= The problem =
Make an exact copy of the listing underneath, skipping each picture.

= Material to process =
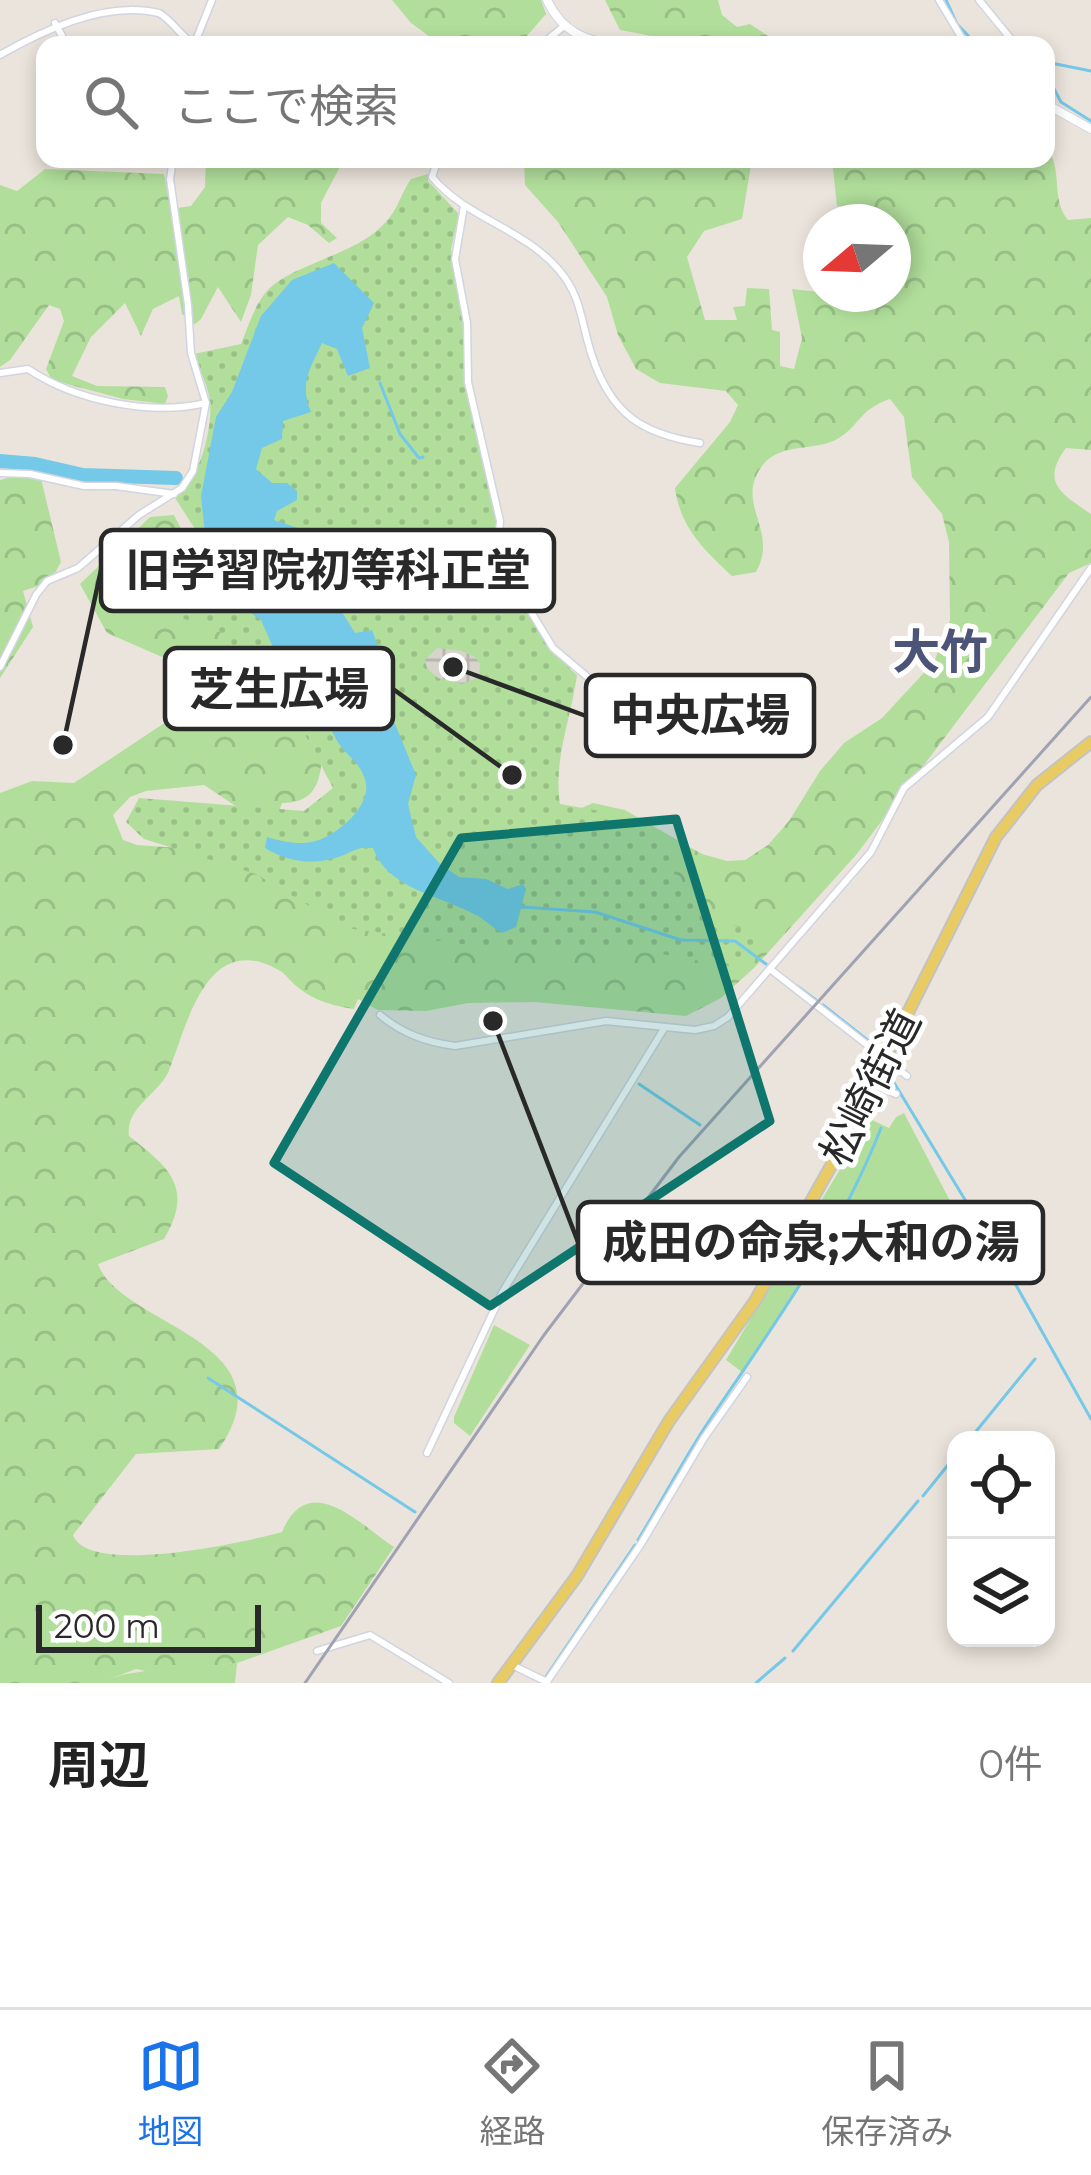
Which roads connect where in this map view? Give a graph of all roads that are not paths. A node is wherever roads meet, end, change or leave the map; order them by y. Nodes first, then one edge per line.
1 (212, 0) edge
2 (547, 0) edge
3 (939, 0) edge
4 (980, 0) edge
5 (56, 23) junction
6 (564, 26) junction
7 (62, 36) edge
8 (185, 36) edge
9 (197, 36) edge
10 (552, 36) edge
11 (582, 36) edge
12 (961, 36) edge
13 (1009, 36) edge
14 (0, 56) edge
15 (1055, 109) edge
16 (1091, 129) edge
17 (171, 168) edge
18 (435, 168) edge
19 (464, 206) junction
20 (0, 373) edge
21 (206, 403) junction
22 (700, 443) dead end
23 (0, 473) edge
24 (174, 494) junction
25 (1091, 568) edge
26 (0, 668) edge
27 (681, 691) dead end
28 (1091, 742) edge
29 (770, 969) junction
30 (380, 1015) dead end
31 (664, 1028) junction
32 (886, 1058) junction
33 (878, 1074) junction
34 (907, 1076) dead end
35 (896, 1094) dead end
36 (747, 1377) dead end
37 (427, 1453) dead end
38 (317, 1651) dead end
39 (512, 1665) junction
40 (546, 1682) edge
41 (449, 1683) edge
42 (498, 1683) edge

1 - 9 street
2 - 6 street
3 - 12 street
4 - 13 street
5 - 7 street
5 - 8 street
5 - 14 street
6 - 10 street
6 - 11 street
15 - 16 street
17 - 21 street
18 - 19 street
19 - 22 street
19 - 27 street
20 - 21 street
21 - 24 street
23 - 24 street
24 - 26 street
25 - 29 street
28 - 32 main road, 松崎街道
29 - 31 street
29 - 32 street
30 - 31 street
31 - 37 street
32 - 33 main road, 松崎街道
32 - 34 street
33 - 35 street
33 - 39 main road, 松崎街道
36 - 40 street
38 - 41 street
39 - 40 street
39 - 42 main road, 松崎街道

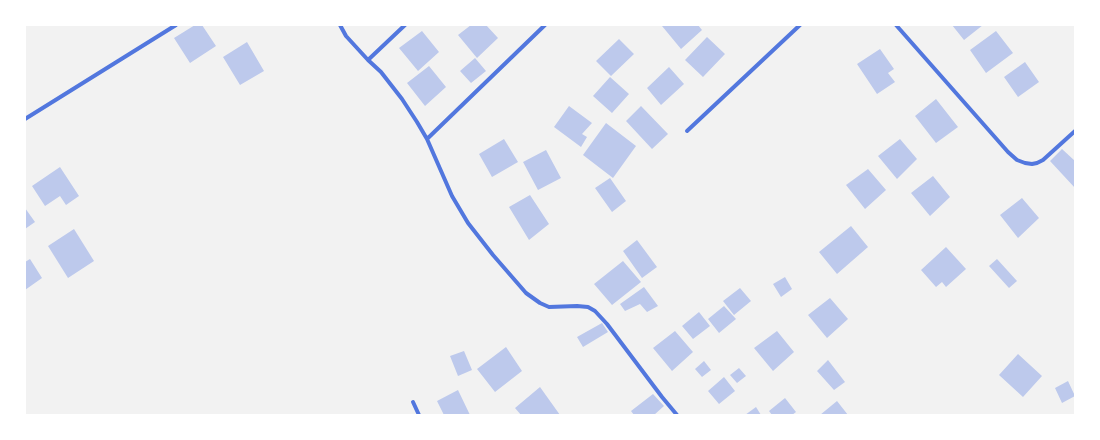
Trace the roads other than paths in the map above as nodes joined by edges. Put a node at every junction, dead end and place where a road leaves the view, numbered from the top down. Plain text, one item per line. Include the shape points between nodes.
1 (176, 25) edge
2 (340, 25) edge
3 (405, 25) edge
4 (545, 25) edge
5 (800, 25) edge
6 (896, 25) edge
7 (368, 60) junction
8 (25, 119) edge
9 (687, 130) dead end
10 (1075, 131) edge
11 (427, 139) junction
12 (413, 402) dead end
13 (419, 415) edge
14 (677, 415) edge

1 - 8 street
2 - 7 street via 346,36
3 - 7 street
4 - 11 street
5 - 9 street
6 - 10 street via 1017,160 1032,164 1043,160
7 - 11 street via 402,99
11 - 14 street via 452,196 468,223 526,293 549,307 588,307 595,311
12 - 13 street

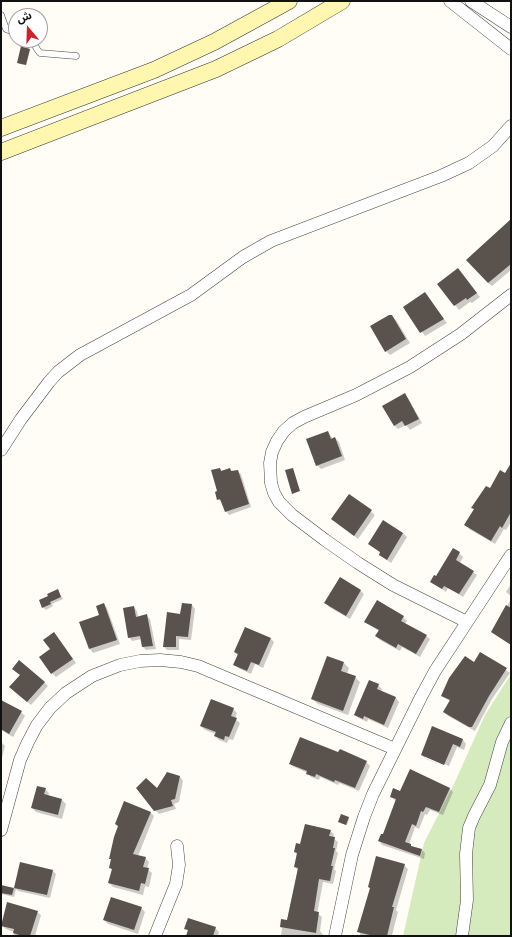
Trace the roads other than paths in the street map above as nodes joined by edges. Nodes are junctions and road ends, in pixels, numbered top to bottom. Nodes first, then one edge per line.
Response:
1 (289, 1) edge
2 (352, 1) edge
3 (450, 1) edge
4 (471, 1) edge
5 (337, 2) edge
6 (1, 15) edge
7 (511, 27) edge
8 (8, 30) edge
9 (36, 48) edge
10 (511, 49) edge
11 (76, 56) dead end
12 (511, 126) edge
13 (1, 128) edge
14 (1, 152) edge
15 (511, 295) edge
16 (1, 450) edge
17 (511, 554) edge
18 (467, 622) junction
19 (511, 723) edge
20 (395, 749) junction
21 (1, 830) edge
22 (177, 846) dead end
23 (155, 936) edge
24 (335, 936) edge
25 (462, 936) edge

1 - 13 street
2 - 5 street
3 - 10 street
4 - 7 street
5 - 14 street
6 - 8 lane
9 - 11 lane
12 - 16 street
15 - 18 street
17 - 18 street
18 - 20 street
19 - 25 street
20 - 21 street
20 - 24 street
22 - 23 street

= Output =
Which roads connect where in this map view? Give a graph of all roads that are not paths. A node is wherever roads meet, end, change or leave the map; order them by y. Nodes first, then one edge per line.
1 (212, 0) edge
2 (547, 0) edge
3 (939, 0) edge
4 (980, 0) edge
5 (56, 23) junction
6 (564, 26) junction
7 (62, 36) edge
8 (185, 36) edge
9 (197, 36) edge
10 (552, 36) edge
11 (582, 36) edge
12 (961, 36) edge
13 (1009, 36) edge
14 (0, 56) edge
15 (1055, 109) edge
16 (1091, 129) edge
17 (171, 168) edge
18 (435, 168) edge
19 (464, 206) junction
20 (0, 373) edge
21 (206, 403) junction
22 (700, 443) dead end
23 (0, 473) edge
24 (174, 494) junction
25 (1091, 568) edge
26 (0, 668) edge
27 (681, 691) dead end
28 (1091, 742) edge
29 (770, 969) junction
30 (380, 1015) dead end
31 (664, 1028) junction
32 (886, 1058) junction
33 (878, 1074) junction
34 (907, 1076) dead end
35 (896, 1094) dead end
36 (747, 1377) dead end
37 (427, 1453) dead end
38 (317, 1651) dead end
39 (512, 1665) junction
40 (546, 1682) edge
41 (449, 1683) edge
42 (498, 1683) edge

1 - 9 street
2 - 6 street
3 - 12 street
4 - 13 street
5 - 7 street
5 - 8 street
5 - 14 street
6 - 10 street
6 - 11 street
15 - 16 street
17 - 21 street
18 - 19 street
19 - 22 street
19 - 27 street
20 - 21 street
21 - 24 street
23 - 24 street
24 - 26 street
25 - 29 street
28 - 32 main road, 松崎街道
29 - 31 street
29 - 32 street
30 - 31 street
31 - 37 street
32 - 33 main road, 松崎街道
32 - 34 street
33 - 35 street
33 - 39 main road, 松崎街道
36 - 40 street
38 - 41 street
39 - 40 street
39 - 42 main road, 松崎街道

Trace the roads other than paths in the map above as nodes joined by edges. Put a node at every junction, dead end and place where a road leaves the view, numbered from the top down. Plain text, one item per line. Include the shape points between nodes.
1 (176, 25) edge
2 (340, 25) edge
3 (405, 25) edge
4 (545, 25) edge
5 (800, 25) edge
6 (896, 25) edge
7 (368, 60) junction
8 (25, 119) edge
9 (687, 130) dead end
10 (1075, 131) edge
11 (427, 139) junction
12 (413, 402) dead end
13 (419, 415) edge
14 (677, 415) edge

1 - 8 street
2 - 7 street via 346,36
3 - 7 street
4 - 11 street
5 - 9 street
6 - 10 street via 1017,160 1032,164 1043,160
7 - 11 street via 402,99
11 - 14 street via 452,196 468,223 526,293 549,307 588,307 595,311
12 - 13 street

Trace the roads other than paths in the street map above as nodes joined by edges. Nodes are junctions and road ends, in pixels, numbered top to bottom. Nodes first, then one edge per line.
Response:
1 (289, 1) edge
2 (352, 1) edge
3 (450, 1) edge
4 (471, 1) edge
5 (337, 2) edge
6 (1, 15) edge
7 (511, 27) edge
8 (8, 30) edge
9 (36, 48) edge
10 (511, 49) edge
11 (76, 56) dead end
12 (511, 126) edge
13 (1, 128) edge
14 (1, 152) edge
15 (511, 295) edge
16 (1, 450) edge
17 (511, 554) edge
18 (467, 622) junction
19 (511, 723) edge
20 (395, 749) junction
21 (1, 830) edge
22 (177, 846) dead end
23 (155, 936) edge
24 (335, 936) edge
25 (462, 936) edge

1 - 13 street
2 - 5 street
3 - 10 street
4 - 7 street
5 - 14 street
6 - 8 lane
9 - 11 lane
12 - 16 street
15 - 18 street
17 - 18 street
18 - 20 street
19 - 25 street
20 - 21 street
20 - 24 street
22 - 23 street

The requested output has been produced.